> WORK REQUIRED: Below are the records; copy each line in which "Pozzo" can be found.

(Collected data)
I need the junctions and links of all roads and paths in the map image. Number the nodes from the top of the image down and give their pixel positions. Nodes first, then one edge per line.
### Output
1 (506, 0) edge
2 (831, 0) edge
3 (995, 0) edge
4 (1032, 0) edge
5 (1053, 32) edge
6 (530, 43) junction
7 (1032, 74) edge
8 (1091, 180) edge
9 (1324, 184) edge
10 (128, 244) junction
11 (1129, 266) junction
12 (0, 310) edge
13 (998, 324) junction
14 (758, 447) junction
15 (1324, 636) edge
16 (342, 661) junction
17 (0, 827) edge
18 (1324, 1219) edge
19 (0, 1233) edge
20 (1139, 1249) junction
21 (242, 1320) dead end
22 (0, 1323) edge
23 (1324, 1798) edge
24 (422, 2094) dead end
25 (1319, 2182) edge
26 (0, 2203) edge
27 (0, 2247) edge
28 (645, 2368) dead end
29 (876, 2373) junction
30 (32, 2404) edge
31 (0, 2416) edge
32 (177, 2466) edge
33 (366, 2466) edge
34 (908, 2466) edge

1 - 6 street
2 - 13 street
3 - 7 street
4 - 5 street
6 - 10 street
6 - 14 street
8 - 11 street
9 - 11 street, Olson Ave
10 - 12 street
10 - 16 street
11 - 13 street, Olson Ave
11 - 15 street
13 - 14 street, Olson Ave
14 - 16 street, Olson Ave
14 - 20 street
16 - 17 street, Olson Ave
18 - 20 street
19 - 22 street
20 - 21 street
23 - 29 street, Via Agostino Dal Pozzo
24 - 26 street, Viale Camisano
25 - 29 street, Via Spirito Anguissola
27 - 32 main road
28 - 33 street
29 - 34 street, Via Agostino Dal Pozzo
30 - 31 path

> RESULT:
23 - 29 street, Via Agostino Dal Pozzo
29 - 34 street, Via Agostino Dal Pozzo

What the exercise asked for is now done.